As a kid in the 1980s who didn’t read comic books, my superhero horizon was more or less limited to five characters: Spider-Man, Batman, Wonder Woman, the Incredible Hulk, and Superman. Or, to put it another way, the only ones who had managed to penetrate popular culture in the form of television shows or cartoons. And until Tim Burton’s BATMAN was released in 1989, none of those five except Superman had managed to find any movie success to speak of. (Trivia question: After SUPERMAN and BATMAN, what was the third superhero comic to become a mainstream blockbuster movie in the U.S.? Why, TEENAGE MUTANT NINJA TURTLES, of course.)
Prior to this decade, superheroes had a hard time translating to the silver screen consistently. Even the SUPERMAN and BATMAN franchises both self-destructed after four installments, and SUPERMAN IV: THE QUEST FOR PEACE (1987) and BATMAN AND ROBIN (1997) became like death's head totems, warning movie producers of the eventual fate of all superhero franchises, even popular and critically acclaimed ones.
For the first forty-five minutes of SUPERMAN, I was prepared to say that Richard Donner had caught lightning in a bottle and somehow side-stepped every problem that had doomed most other superhero movies for the next twenty years. The final two-thirds of the movie aren’t up to the level of the quality of the beginning, unfortunately -- and they do have some of the usual problems -- but overall the movie is still pretty good.
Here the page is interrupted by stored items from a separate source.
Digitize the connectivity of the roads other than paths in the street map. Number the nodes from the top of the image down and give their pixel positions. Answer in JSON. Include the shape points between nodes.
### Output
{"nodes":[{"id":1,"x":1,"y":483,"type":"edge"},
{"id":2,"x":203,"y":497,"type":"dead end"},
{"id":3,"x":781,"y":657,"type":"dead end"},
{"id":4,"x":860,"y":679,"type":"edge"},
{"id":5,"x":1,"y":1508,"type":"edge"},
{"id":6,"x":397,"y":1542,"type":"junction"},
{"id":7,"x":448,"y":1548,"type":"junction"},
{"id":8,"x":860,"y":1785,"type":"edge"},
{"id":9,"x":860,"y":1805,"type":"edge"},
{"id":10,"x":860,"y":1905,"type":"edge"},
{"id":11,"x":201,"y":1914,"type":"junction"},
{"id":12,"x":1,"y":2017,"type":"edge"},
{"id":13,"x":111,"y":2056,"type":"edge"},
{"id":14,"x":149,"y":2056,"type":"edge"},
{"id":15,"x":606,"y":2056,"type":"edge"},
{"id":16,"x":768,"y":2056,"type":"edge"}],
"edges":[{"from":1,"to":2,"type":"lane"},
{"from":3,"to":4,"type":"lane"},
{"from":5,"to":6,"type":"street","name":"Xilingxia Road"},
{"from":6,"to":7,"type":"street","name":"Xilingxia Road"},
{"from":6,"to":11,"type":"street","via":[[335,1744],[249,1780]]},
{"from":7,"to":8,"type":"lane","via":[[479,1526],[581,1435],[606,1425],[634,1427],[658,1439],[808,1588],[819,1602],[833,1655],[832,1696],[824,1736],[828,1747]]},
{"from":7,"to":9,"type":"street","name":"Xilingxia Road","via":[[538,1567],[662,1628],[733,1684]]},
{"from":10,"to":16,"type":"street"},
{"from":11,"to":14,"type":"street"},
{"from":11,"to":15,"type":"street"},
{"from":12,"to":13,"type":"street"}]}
Those amazing forty-five minutes cover the first paragraph of the synopsis above. It’s everything that involves the destruction of Krypton, the journey of Kal-El to Earth, his childhood with the Kents, and his education in the Fortress of Solitude before he properly becomes Superman. These forty-five minutes all also take place before Christopher Reeve appears on screen (the young Superman is played by a different actor, but voiced by Reeve) so I’d like to make it clear that I don’t think that’s the reason for the difference. Instead, I think it’s because the first third of the movie feels suitably epic and legendary, whereas the last two-thirds lose a lot of that. But before I get into that too much, I should probably give a little bit of context and explain why Superman is my favorite superhero.
I know that Batman is the cool one and that Spider-Man is the relatable one, but neither one of those guys really does much for me these days. I liked Spider-Man a lot as a kid, but I suspect that it was mostly because he was funny and he was everywhere. It was impossible to escape Spider-Man in the mid-1980s. He even showed up on educational TV shows. Superman, however, is an icon. He’s an immovable object -- with seemingly infinite reserves of both physical and moral strength.
I know that this is precisely the usual criticism of Superman -- he’s boring because he always wins and because he’s always good. But to me, he is a character who is tightly bound by his own mythology. He has absolute power, but because of his code of behavior, he’s not free to exercise it any way he wishes. In the movie particularly we learn that because Superman never lies, he feels irrevocably bound by promises even when they are made under duress. There is no one enforcing this code of conduct except himself -- and indeed, nobody could enforce it even if he did break his word. Superman simply stands for right, so he must act “right” even when that means allowing his loved ones to be endangered.
So as far as I’m concerned, Superman is a character in an Edith Wharton or Henry James novel -- a person of considerable vision and activity who is nonetheless bound by societal rules and expectations that have no actual governing body. Like Jolyon Forsyte in John Galsworthy’s novel, he is a “man of property” -- a man who must always do the proper thing simply because that is what is done. He’s a tragic hero, whose potential for happiness is strictly circumscribed by his own sense of what is the “right thing” to do in the situations he finds himself in.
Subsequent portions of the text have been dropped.